Retype the entries below exactly, and keep every picture out of your version.

Dataset excerpts:
Start of Block

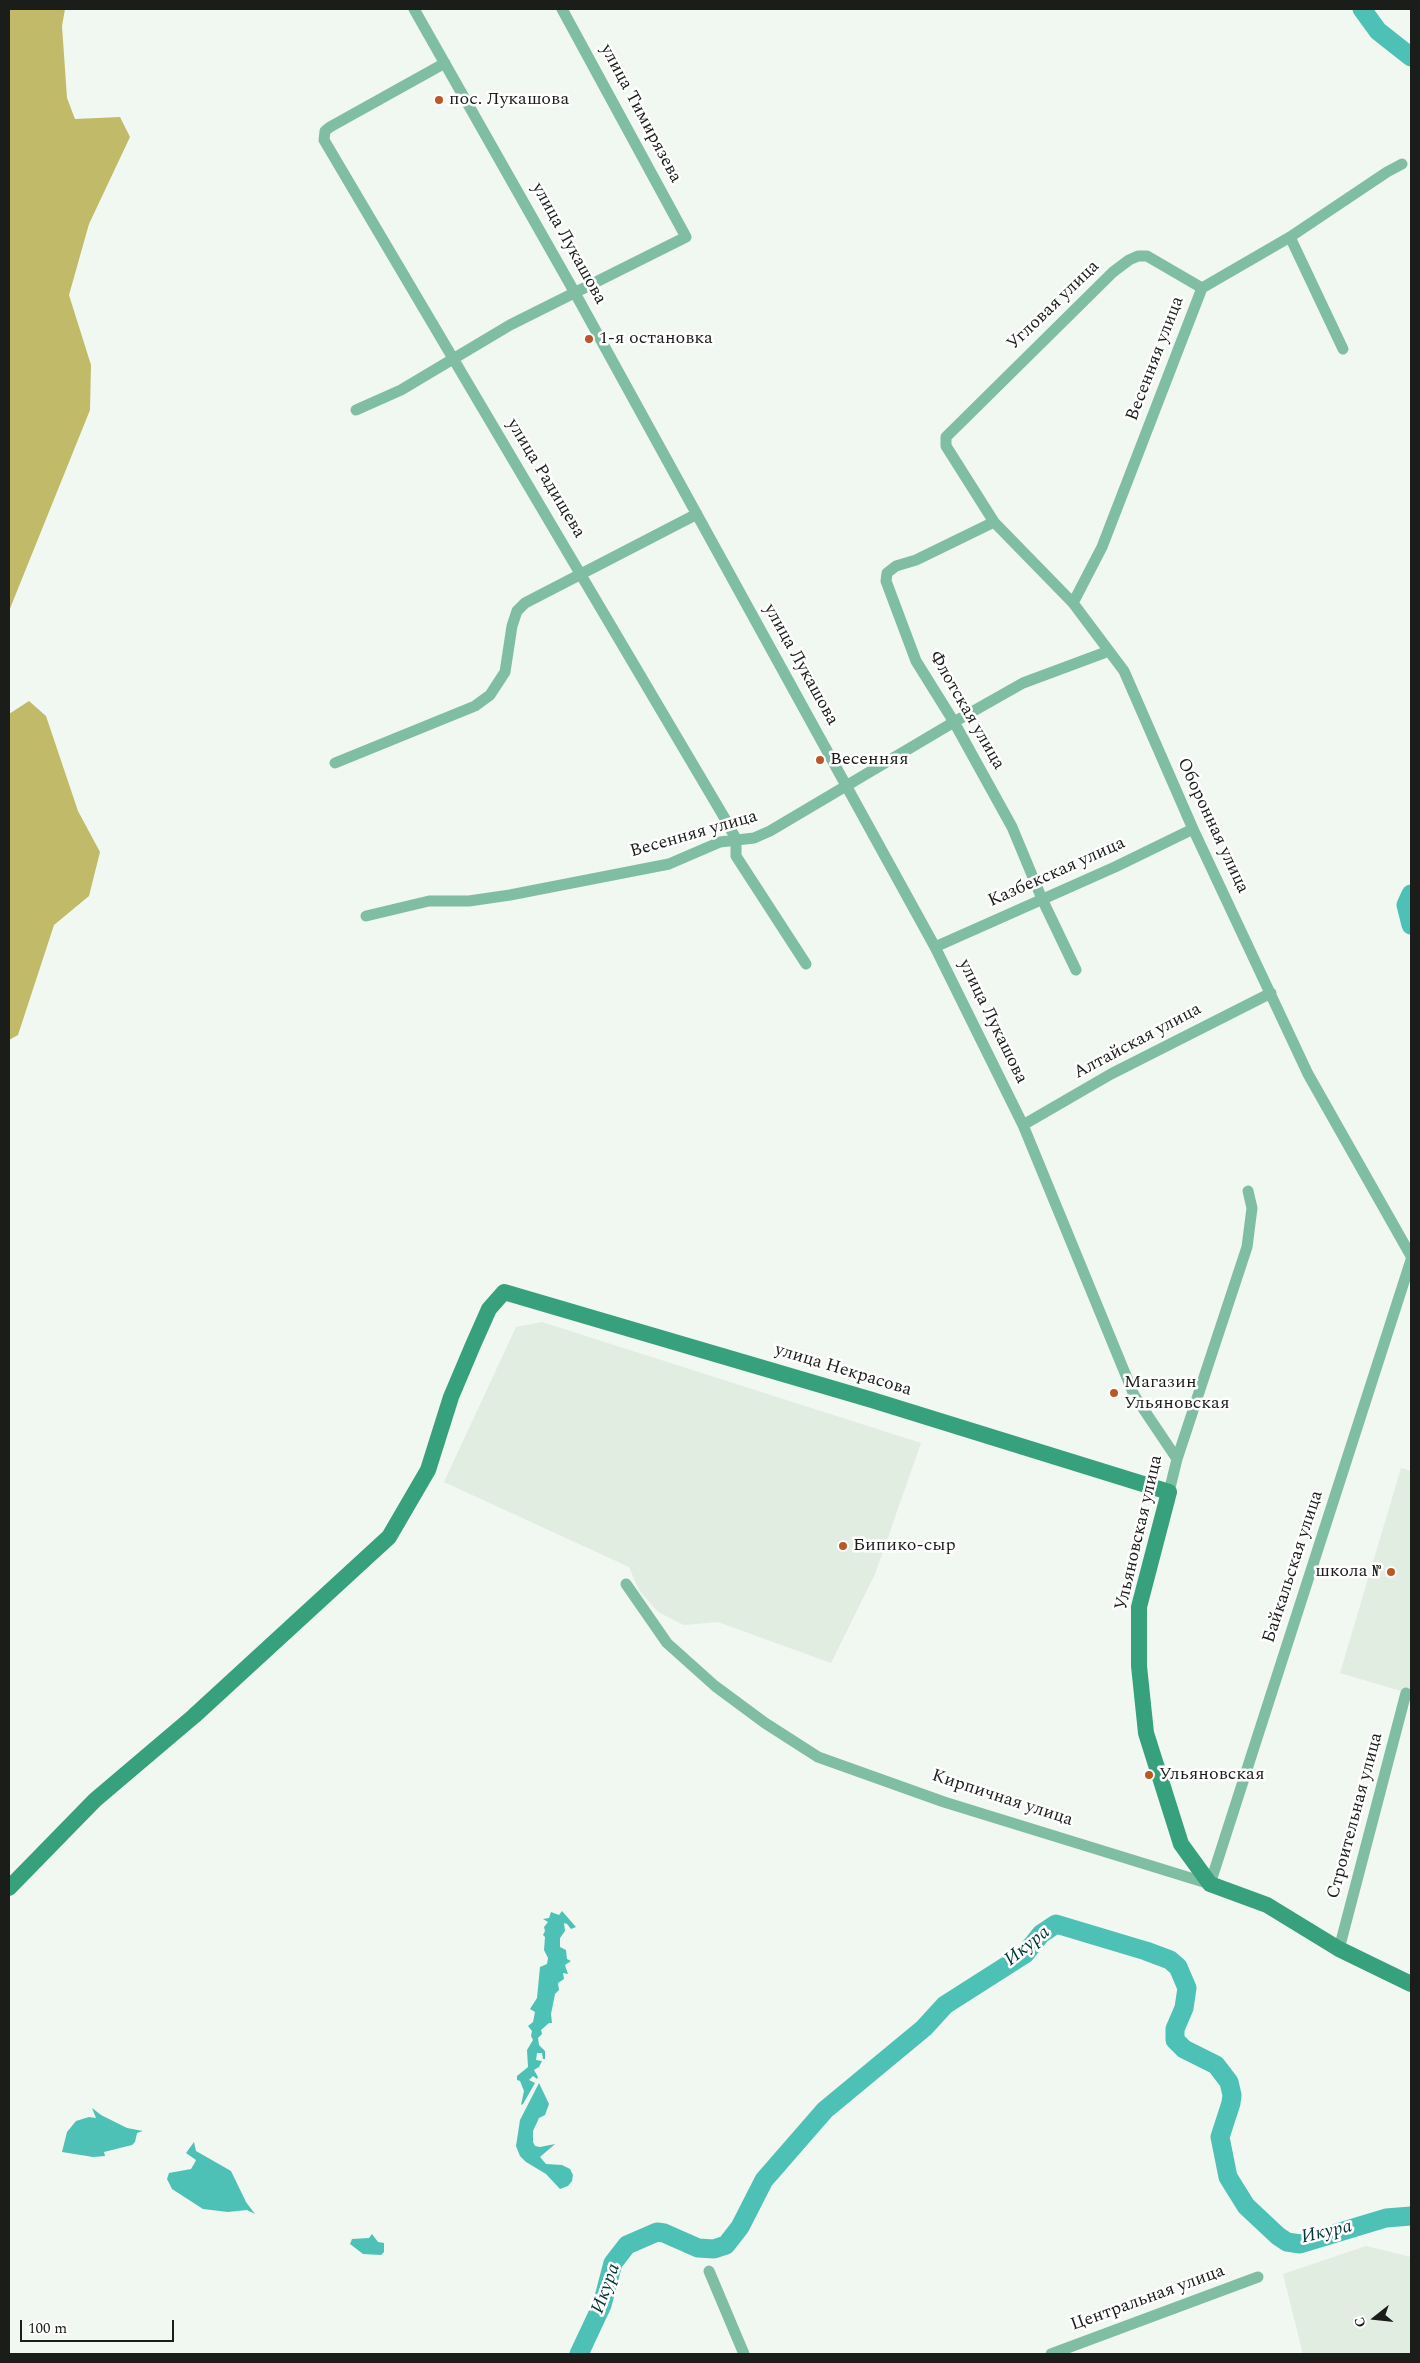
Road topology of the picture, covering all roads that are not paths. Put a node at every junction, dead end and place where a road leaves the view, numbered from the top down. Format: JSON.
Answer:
{"nodes":[{"id":1,"x":414,"y":9,"type":"edge"},
{"id":2,"x":562,"y":9,"type":"edge"},
{"id":3,"x":445,"y":62,"type":"junction"},
{"id":4,"x":1402,"y":164,"type":"dead end"},
{"id":5,"x":1290,"y":237,"type":"junction"},
{"id":6,"x":1202,"y":288,"type":"junction"},
{"id":7,"x":576,"y":293,"type":"junction"},
{"id":8,"x":1343,"y":349,"type":"dead end"},
{"id":9,"x":452,"y":358,"type":"junction"},
{"id":10,"x":356,"y":410,"type":"dead end"},
{"id":11,"x":946,"y":437,"type":"joint"},
{"id":12,"x":697,"y":514,"type":"junction"},
{"id":13,"x":994,"y":522,"type":"junction"},
{"id":14,"x":580,"y":572,"type":"junction"},
{"id":15,"x":1073,"y":603,"type":"junction"},
{"id":16,"x":1109,"y":651,"type":"junction"},
{"id":17,"x":954,"y":722,"type":"junction"},
{"id":18,"x":335,"y":763,"type":"dead end"},
{"id":19,"x":848,"y":787,"type":"junction"},
{"id":20,"x":1193,"y":829,"type":"junction"},
{"id":21,"x":736,"y":839,"type":"junction"},
{"id":22,"x":1042,"y":899,"type":"junction"},
{"id":23,"x":366,"y":916,"type":"dead end"},
{"id":24,"x":935,"y":947,"type":"junction"},
{"id":25,"x":806,"y":964,"type":"dead end"},
{"id":26,"x":1076,"y":970,"type":"dead end"},
{"id":27,"x":1271,"y":993,"type":"junction"},
{"id":28,"x":1023,"y":1125,"type":"junction"},
{"id":29,"x":1248,"y":1191,"type":"dead end"},
{"id":30,"x":1411,"y":1256,"type":"edge"},
{"id":31,"x":1411,"y":1260,"type":"edge"},
{"id":32,"x":1177,"y":1459,"type":"junction"},
{"id":33,"x":1169,"y":1492,"type":"junction"},
{"id":34,"x":626,"y":1584,"type":"dead end"},
{"id":35,"x":1406,"y":1693,"type":"dead end"},
{"id":36,"x":1210,"y":1884,"type":"junction"},
{"id":37,"x":9,"y":1888,"type":"edge"},
{"id":38,"x":1339,"y":1949,"type":"junction"},
{"id":39,"x":1411,"y":1984,"type":"edge"},
{"id":40,"x":709,"y":2270,"type":"dead end"},
{"id":41,"x":1258,"y":2276,"type":"dead end"},
{"id":42,"x":744,"y":2354,"type":"edge"},
{"id":43,"x":1051,"y":2354,"type":"edge"}],
"edges":[{"from":1,"to":3,"type":"street","name":"улица Лукашова"},
{"from":2,"to":7,"type":"street","name":"улица Тимирязева"},
{"from":3,"to":7,"type":"street","name":"улица Лукашова"},
{"from":3,"to":9,"type":"street","name":"улица Радищева"},
{"from":4,"to":5,"type":"street","name":"Весенняя улица"},
{"from":5,"to":6,"type":"street","name":"Весенняя улица"},
{"from":5,"to":8,"type":"street"},
{"from":6,"to":11,"type":"street","name":"Угловая улица"},
{"from":6,"to":15,"type":"street","name":"Весенняя улица"},
{"from":7,"to":9,"type":"street"},
{"from":7,"to":12,"type":"street","name":"улица Лукашова"},
{"from":9,"to":10,"type":"street"},
{"from":9,"to":14,"type":"street","name":"улица Радищева"},
{"from":11,"to":13,"type":"street","name":"Оборонная улица"},
{"from":12,"to":14,"type":"street"},
{"from":12,"to":19,"type":"street","name":"улица Лукашова"},
{"from":13,"to":15,"type":"street","name":"Оборонная улица"},
{"from":13,"to":17,"type":"street","name":"Флотская улица"},
{"from":14,"to":18,"type":"street"},
{"from":14,"to":21,"type":"street","name":"улица Радищева"},
{"from":15,"to":16,"type":"street","name":"Оборонная улица"},
{"from":16,"to":17,"type":"street","name":"Весенняя улица"},
{"from":16,"to":20,"type":"street","name":"Оборонная улица"},
{"from":17,"to":19,"type":"street","name":"Весенняя улица"},
{"from":17,"to":22,"type":"street","name":"Флотская улица"},
{"from":19,"to":21,"type":"street","name":"Весенняя улица"},
{"from":19,"to":24,"type":"street","name":"улица Лукашова"},
{"from":20,"to":22,"type":"street","name":"Казбекская улица"},
{"from":20,"to":27,"type":"street","name":"Оборонная улица"},
{"from":21,"to":23,"type":"street","name":"Весенняя улица"},
{"from":21,"to":25,"type":"street","name":"улица Радищева"},
{"from":22,"to":24,"type":"street","name":"Казбекская улица"},
{"from":22,"to":26,"type":"street","name":"Флотская улица"},
{"from":24,"to":28,"type":"street","name":"улица Лукашова"},
{"from":27,"to":28,"type":"street","name":"Алтайская улица"},
{"from":27,"to":30,"type":"street","name":"Оборонная улица"},
{"from":28,"to":32,"type":"street","name":"улица Лукашова"},
{"from":29,"to":32,"type":"street","name":"Ульяновская улица"},
{"from":31,"to":36,"type":"street","name":"Байкальская улица"},
{"from":32,"to":33,"type":"street","name":"Ульяновская улица"},
{"from":33,"to":36,"type":"street","name":"Ульяновская улица"},
{"from":33,"to":37,"type":"street","name":"улица Некрасова"},
{"from":34,"to":36,"type":"street","name":"Кирпичная улица"},
{"from":35,"to":38,"type":"street","name":"Строительная улица"},
{"from":36,"to":38,"type":"street","name":"Кирпичная улица"},
{"from":38,"to":39,"type":"street","name":"Кирпичная улица"},
{"from":40,"to":42,"type":"street"},
{"from":41,"to":43,"type":"street","name":"Центральная улица"}]}
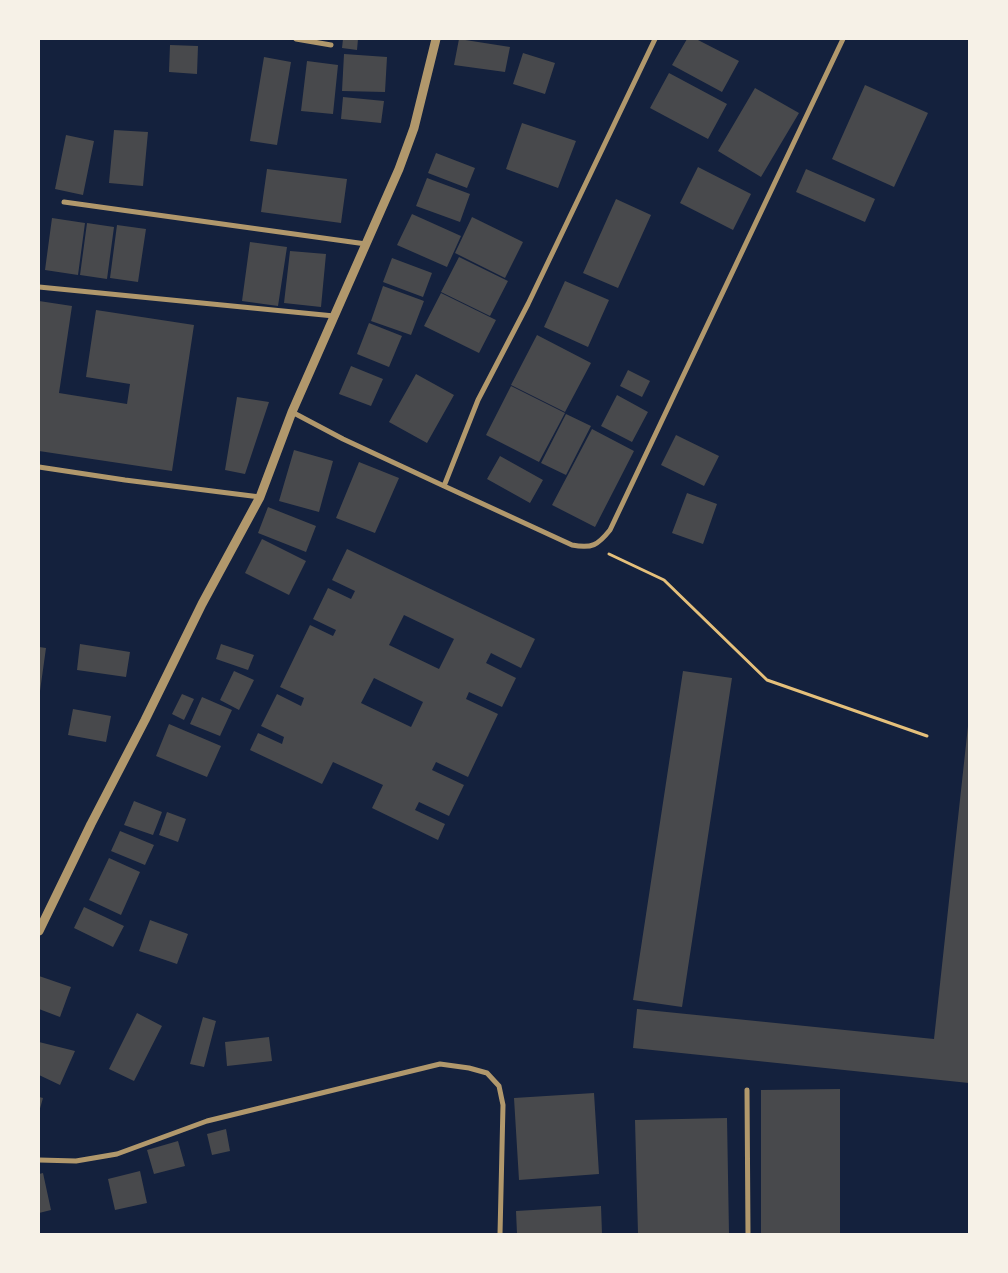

End of Block

Task solution
Road topology of the picture, covering all roads that are not paths. Put a node at every junction, dead end and place where a road leaves the view, numbered from the top down. Format: JSON.
Answer:
{"nodes":[{"id":1,"x":414,"y":9,"type":"edge"},
{"id":2,"x":562,"y":9,"type":"edge"},
{"id":3,"x":445,"y":62,"type":"junction"},
{"id":4,"x":1402,"y":164,"type":"dead end"},
{"id":5,"x":1290,"y":237,"type":"junction"},
{"id":6,"x":1202,"y":288,"type":"junction"},
{"id":7,"x":576,"y":293,"type":"junction"},
{"id":8,"x":1343,"y":349,"type":"dead end"},
{"id":9,"x":452,"y":358,"type":"junction"},
{"id":10,"x":356,"y":410,"type":"dead end"},
{"id":11,"x":946,"y":437,"type":"joint"},
{"id":12,"x":697,"y":514,"type":"junction"},
{"id":13,"x":994,"y":522,"type":"junction"},
{"id":14,"x":580,"y":572,"type":"junction"},
{"id":15,"x":1073,"y":603,"type":"junction"},
{"id":16,"x":1109,"y":651,"type":"junction"},
{"id":17,"x":954,"y":722,"type":"junction"},
{"id":18,"x":335,"y":763,"type":"dead end"},
{"id":19,"x":848,"y":787,"type":"junction"},
{"id":20,"x":1193,"y":829,"type":"junction"},
{"id":21,"x":736,"y":839,"type":"junction"},
{"id":22,"x":1042,"y":899,"type":"junction"},
{"id":23,"x":366,"y":916,"type":"dead end"},
{"id":24,"x":935,"y":947,"type":"junction"},
{"id":25,"x":806,"y":964,"type":"dead end"},
{"id":26,"x":1076,"y":970,"type":"dead end"},
{"id":27,"x":1271,"y":993,"type":"junction"},
{"id":28,"x":1023,"y":1125,"type":"junction"},
{"id":29,"x":1248,"y":1191,"type":"dead end"},
{"id":30,"x":1411,"y":1256,"type":"edge"},
{"id":31,"x":1411,"y":1260,"type":"edge"},
{"id":32,"x":1177,"y":1459,"type":"junction"},
{"id":33,"x":1169,"y":1492,"type":"junction"},
{"id":34,"x":626,"y":1584,"type":"dead end"},
{"id":35,"x":1406,"y":1693,"type":"dead end"},
{"id":36,"x":1210,"y":1884,"type":"junction"},
{"id":37,"x":9,"y":1888,"type":"edge"},
{"id":38,"x":1339,"y":1949,"type":"junction"},
{"id":39,"x":1411,"y":1984,"type":"edge"},
{"id":40,"x":709,"y":2270,"type":"dead end"},
{"id":41,"x":1258,"y":2276,"type":"dead end"},
{"id":42,"x":744,"y":2354,"type":"edge"},
{"id":43,"x":1051,"y":2354,"type":"edge"}],
"edges":[{"from":1,"to":3,"type":"street","name":"улица Лукашова"},
{"from":2,"to":7,"type":"street","name":"улица Тимирязева"},
{"from":3,"to":7,"type":"street","name":"улица Лукашова"},
{"from":3,"to":9,"type":"street","name":"улица Радищева"},
{"from":4,"to":5,"type":"street","name":"Весенняя улица"},
{"from":5,"to":6,"type":"street","name":"Весенняя улица"},
{"from":5,"to":8,"type":"street"},
{"from":6,"to":11,"type":"street","name":"Угловая улица"},
{"from":6,"to":15,"type":"street","name":"Весенняя улица"},
{"from":7,"to":9,"type":"street"},
{"from":7,"to":12,"type":"street","name":"улица Лукашова"},
{"from":9,"to":10,"type":"street"},
{"from":9,"to":14,"type":"street","name":"улица Радищева"},
{"from":11,"to":13,"type":"street","name":"Оборонная улица"},
{"from":12,"to":14,"type":"street"},
{"from":12,"to":19,"type":"street","name":"улица Лукашова"},
{"from":13,"to":15,"type":"street","name":"Оборонная улица"},
{"from":13,"to":17,"type":"street","name":"Флотская улица"},
{"from":14,"to":18,"type":"street"},
{"from":14,"to":21,"type":"street","name":"улица Радищева"},
{"from":15,"to":16,"type":"street","name":"Оборонная улица"},
{"from":16,"to":17,"type":"street","name":"Весенняя улица"},
{"from":16,"to":20,"type":"street","name":"Оборонная улица"},
{"from":17,"to":19,"type":"street","name":"Весенняя улица"},
{"from":17,"to":22,"type":"street","name":"Флотская улица"},
{"from":19,"to":21,"type":"street","name":"Весенняя улица"},
{"from":19,"to":24,"type":"street","name":"улица Лукашова"},
{"from":20,"to":22,"type":"street","name":"Казбекская улица"},
{"from":20,"to":27,"type":"street","name":"Оборонная улица"},
{"from":21,"to":23,"type":"street","name":"Весенняя улица"},
{"from":21,"to":25,"type":"street","name":"улица Радищева"},
{"from":22,"to":24,"type":"street","name":"Казбекская улица"},
{"from":22,"to":26,"type":"street","name":"Флотская улица"},
{"from":24,"to":28,"type":"street","name":"улица Лукашова"},
{"from":27,"to":28,"type":"street","name":"Алтайская улица"},
{"from":27,"to":30,"type":"street","name":"Оборонная улица"},
{"from":28,"to":32,"type":"street","name":"улица Лукашова"},
{"from":29,"to":32,"type":"street","name":"Ульяновская улица"},
{"from":31,"to":36,"type":"street","name":"Байкальская улица"},
{"from":32,"to":33,"type":"street","name":"Ульяновская улица"},
{"from":33,"to":36,"type":"street","name":"Ульяновская улица"},
{"from":33,"to":37,"type":"street","name":"улица Некрасова"},
{"from":34,"to":36,"type":"street","name":"Кирпичная улица"},
{"from":35,"to":38,"type":"street","name":"Строительная улица"},
{"from":36,"to":38,"type":"street","name":"Кирпичная улица"},
{"from":38,"to":39,"type":"street","name":"Кирпичная улица"},
{"from":40,"to":42,"type":"street"},
{"from":41,"to":43,"type":"street","name":"Центральная улица"}]}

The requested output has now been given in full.